L’auteur rappelle les effets de ce matraquage sur les publics les plus fragiles : leur sommeil perturbé effectivement, mais aussi les effets négatifs sur la mémoire, le langage, l’anxiété et même la libido selon des études données en sources. Mais tous les publics sont concernés. Netflix est en train de réussir une OPA sur les images et les imaginaires dont on n’a as encore pris la pleine mesure. Quelles seront à terme les conséquences sur notre regard, notre capacité critique de spectateur, voire de cinéphile ? Et pour tout dire notre conception de la société et de notre avenir ? Il est juste de parler d’aliénation : nous devenons insidieusement, en douceur, étrangers à nous même.

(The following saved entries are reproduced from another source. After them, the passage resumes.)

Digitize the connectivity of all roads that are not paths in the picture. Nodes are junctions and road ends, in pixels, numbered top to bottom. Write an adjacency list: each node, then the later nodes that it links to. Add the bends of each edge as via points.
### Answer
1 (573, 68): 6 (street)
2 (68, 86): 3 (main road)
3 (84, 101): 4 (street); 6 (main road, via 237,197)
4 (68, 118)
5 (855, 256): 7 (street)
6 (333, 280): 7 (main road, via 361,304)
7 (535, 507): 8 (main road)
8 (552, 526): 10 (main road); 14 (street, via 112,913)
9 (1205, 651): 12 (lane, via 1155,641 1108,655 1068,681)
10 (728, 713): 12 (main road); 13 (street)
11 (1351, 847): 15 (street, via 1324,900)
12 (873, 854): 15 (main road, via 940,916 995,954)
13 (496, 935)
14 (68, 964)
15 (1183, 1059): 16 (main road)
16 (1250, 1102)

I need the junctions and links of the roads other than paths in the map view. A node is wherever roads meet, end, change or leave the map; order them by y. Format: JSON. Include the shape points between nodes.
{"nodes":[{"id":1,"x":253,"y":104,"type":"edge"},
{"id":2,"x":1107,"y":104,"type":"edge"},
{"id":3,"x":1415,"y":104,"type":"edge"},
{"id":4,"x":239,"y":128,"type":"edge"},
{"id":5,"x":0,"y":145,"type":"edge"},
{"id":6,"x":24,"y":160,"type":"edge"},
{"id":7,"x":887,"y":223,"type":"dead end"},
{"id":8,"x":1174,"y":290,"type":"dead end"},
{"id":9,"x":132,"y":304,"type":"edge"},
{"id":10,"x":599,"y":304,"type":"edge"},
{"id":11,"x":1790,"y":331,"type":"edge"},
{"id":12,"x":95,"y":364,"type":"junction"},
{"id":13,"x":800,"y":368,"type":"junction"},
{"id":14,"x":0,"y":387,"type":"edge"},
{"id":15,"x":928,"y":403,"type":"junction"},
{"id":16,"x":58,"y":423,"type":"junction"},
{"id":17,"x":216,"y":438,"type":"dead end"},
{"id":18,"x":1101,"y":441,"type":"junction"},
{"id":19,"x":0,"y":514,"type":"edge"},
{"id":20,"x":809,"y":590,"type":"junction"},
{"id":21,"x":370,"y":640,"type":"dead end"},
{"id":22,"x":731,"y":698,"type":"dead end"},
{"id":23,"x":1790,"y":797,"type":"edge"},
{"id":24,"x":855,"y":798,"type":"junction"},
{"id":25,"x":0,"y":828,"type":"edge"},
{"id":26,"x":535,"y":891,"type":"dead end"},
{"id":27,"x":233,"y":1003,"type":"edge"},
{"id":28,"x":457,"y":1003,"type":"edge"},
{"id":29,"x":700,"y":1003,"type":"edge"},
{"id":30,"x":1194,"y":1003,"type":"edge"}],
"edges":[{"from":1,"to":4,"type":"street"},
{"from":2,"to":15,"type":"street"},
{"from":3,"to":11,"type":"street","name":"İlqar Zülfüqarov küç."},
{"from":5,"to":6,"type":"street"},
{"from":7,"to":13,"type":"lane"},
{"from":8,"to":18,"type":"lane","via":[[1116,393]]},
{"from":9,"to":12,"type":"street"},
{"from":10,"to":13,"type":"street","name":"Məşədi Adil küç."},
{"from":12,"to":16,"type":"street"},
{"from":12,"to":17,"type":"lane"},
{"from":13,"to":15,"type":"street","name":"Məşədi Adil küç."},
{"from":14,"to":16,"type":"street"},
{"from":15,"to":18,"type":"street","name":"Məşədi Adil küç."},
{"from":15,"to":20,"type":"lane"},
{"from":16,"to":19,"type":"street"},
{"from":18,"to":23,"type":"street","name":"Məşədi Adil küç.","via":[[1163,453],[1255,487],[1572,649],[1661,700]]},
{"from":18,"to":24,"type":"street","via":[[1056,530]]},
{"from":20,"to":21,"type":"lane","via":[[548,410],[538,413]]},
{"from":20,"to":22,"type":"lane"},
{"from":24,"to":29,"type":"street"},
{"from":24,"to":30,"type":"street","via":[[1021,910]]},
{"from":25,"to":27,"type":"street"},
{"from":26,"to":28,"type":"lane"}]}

Romain Blondeau souligne des chiffres effarants : Netflix enregistre 200 millions de clients dans le monde et engrange 25 milliards de dollars de profit en 2020. Tout en ne payant que 728.033 € d’impôts en France la même année, en toute légalité bien sûr. Il insiste sur la proximité entre les conceptions de ce capitalisme attentionnel et celles d’Emmanuel Macron. L’action politique reste pourtant possible et même efficace. Un décret oblige désormais Netflix à consacrer 20 % de son chiffre d’affaire français à la production de création de films et de séries françaises. En échange la plateforme est autorisée à rediffuser un film 15 mois après sa sortir en salle et non 36 mois auparavant. L’essentiel reste à affronter : l’idéologie sous-jacente aux contenus. Pierre Bourdieu et Loïc Wacquant avaient globalement analysé ce « soft power » dès 1998 dans un texte intitulé « Sur les ruses de la raison impérialiste ». On mesure l’ampleur de ce défi qui ne peut-être affronté culturellement et politiquement qu’au niveau européen…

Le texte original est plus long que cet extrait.